-- Task --
Go through the records that follow and tally the lines with "Carnot" in them; answer with the number alone.

-- Working data --
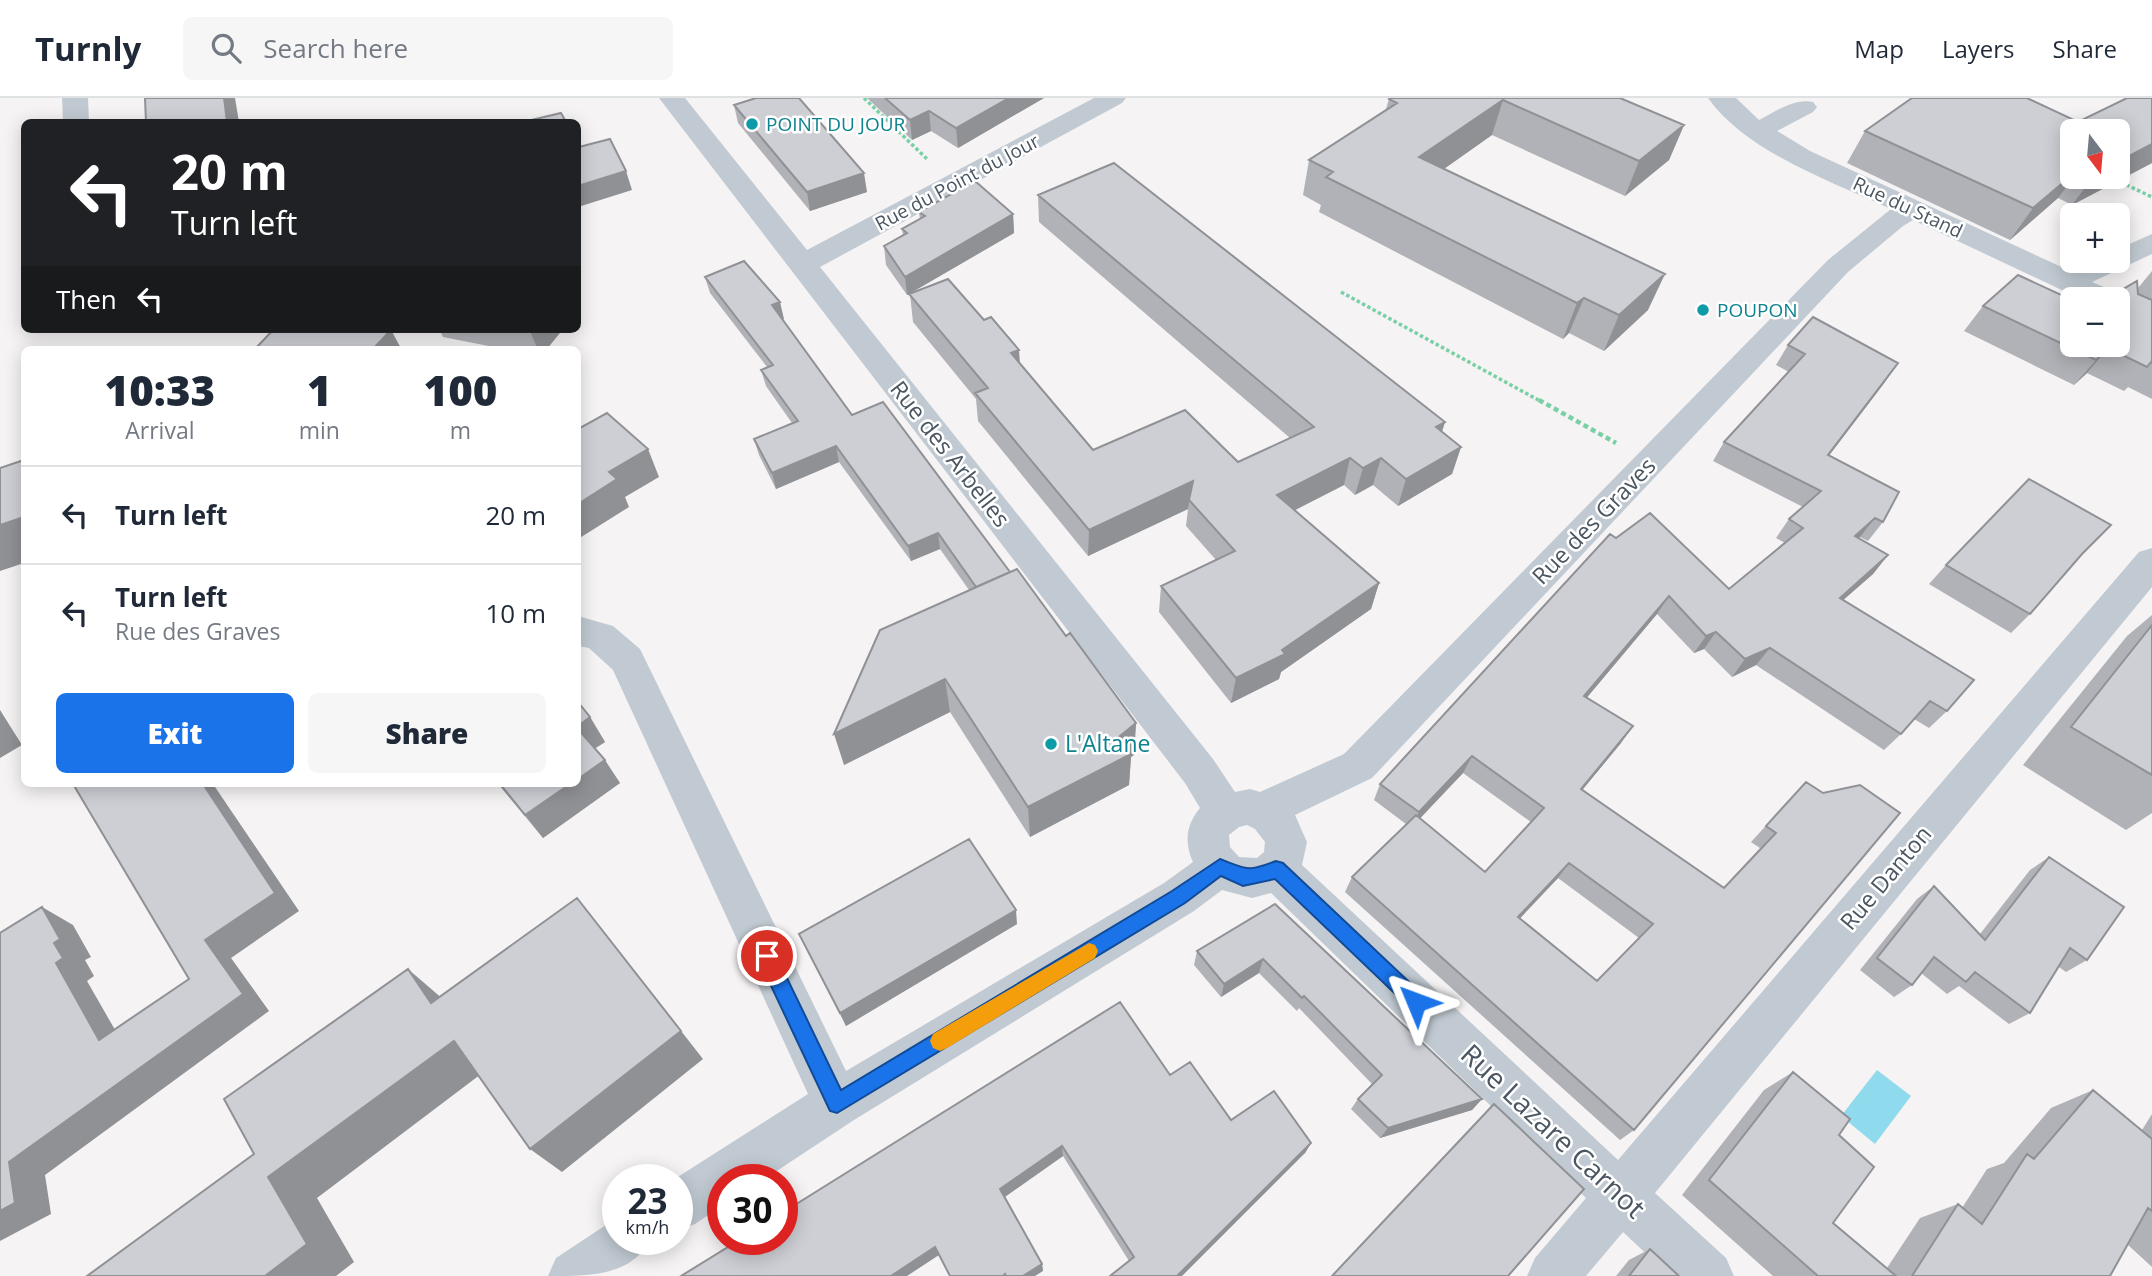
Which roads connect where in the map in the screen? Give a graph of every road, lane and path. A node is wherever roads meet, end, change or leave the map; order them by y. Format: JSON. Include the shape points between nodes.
{"nodes":[{"id":1,"x":75,"y":98,"type":"edge"},
{"id":2,"x":672,"y":98,"type":"edge"},
{"id":3,"x":864,"y":98,"type":"edge"},
{"id":4,"x":1113,"y":98,"type":"edge"},
{"id":5,"x":1721,"y":98,"type":"edge"},
{"id":6,"x":1804,"y":107,"type":"dead end"},
{"id":7,"x":76,"y":119,"type":"edge"},
{"id":8,"x":1758,"y":131,"type":"junction"},
{"id":9,"x":953,"y":184,"type":"junction"},
{"id":10,"x":2130,"y":187,"type":"edge"},
{"id":11,"x":2152,"y":197,"type":"edge"},
{"id":12,"x":1911,"y":209,"type":"junction"},
{"id":13,"x":2152,"y":243,"type":"edge"},
{"id":14,"x":2130,"y":254,"type":"edge"},
{"id":15,"x":802,"y":265,"type":"junction"},
{"id":16,"x":2088,"y":273,"type":"edge"},
{"id":17,"x":2068,"y":281,"type":"junction"},
{"id":18,"x":2080,"y":287,"type":"edge"},
{"id":19,"x":1341,"y":292,"type":"dead end"},
{"id":20,"x":1651,"y":462,"type":"junction"},
{"id":21,"x":2152,"y":562,"type":"edge"},
{"id":22,"x":581,"y":632,"type":"edge"},
{"id":23,"x":1244,"y":812,"type":"junction"},
{"id":24,"x":1220,"y":867,"type":"junction"},
{"id":25,"x":1276,"y":869,"type":"junction"},
{"id":26,"x":837,"y":1104,"type":"junction"},
{"id":27,"x":1620,"y":1194,"type":"junction"},
{"id":28,"x":693,"y":1196,"type":"edge"},
{"id":29,"x":604,"y":1255,"type":"edge"},
{"id":30,"x":574,"y":1276,"type":"edge"},
{"id":31,"x":1552,"y":1276,"type":"edge"},
{"id":32,"x":1708,"y":1276,"type":"edge"}],
"edges":[{"from":1,"to":7,"type":"street"},
{"from":2,"to":15,"type":"street","name":"Rue des Arbelles"},
{"from":3,"to":9,"type":"path"},
{"from":4,"to":9,"type":"street","name":"Rue du Point du Jour"},
{"from":5,"to":8,"type":"street","name":"Rue du Stand"},
{"from":6,"to":8,"type":"street"},
{"from":8,"to":12,"type":"street","name":"Rue du Stand","via":[[1801,157]]},
{"from":9,"to":15,"type":"street","name":"Rue du Point du Jour"},
{"from":10,"to":11,"type":"path"},
{"from":12,"to":17,"type":"street","name":"Rue du Stand"},
{"from":12,"to":20,"type":"street","name":"Rue des Graves","via":[[1839,267]]},
{"from":13,"to":14,"type":"street"},
{"from":15,"to":23,"type":"street","name":"Rue des Arbelles","via":[[1199,771]]},
{"from":16,"to":17,"type":"street"},
{"from":17,"to":18,"type":"street","name":"Rue du Stand"},
{"from":19,"to":20,"type":"path"},
{"from":20,"to":23,"type":"street","name":"Rue des Graves","via":[[1358,766]]},
{"from":21,"to":27,"type":"street","name":"Rue Danton","via":[[2128,617]]},
{"from":22,"to":26,"type":"street","via":[[600,636],[626,660]]},
{"from":23,"to":24,"type":"street","via":[[1210,827],[1208,848]]},
{"from":23,"to":25,"type":"street","via":[[1282,827],[1284,860]]},
{"from":24,"to":25,"type":"street","via":[[1243,878]]},
{"from":24,"to":26,"type":"street","via":[[1179,897]]},
{"from":25,"to":27,"type":"street","name":"Rue Lazare Carnot"},
{"from":26,"to":28,"type":"street"},
{"from":27,"to":31,"type":"street","name":"Rue Danton"},
{"from":27,"to":32,"type":"street","name":"Rue Lazare Carnot"},
{"from":29,"to":30,"type":"street"}]}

-- Task result --
2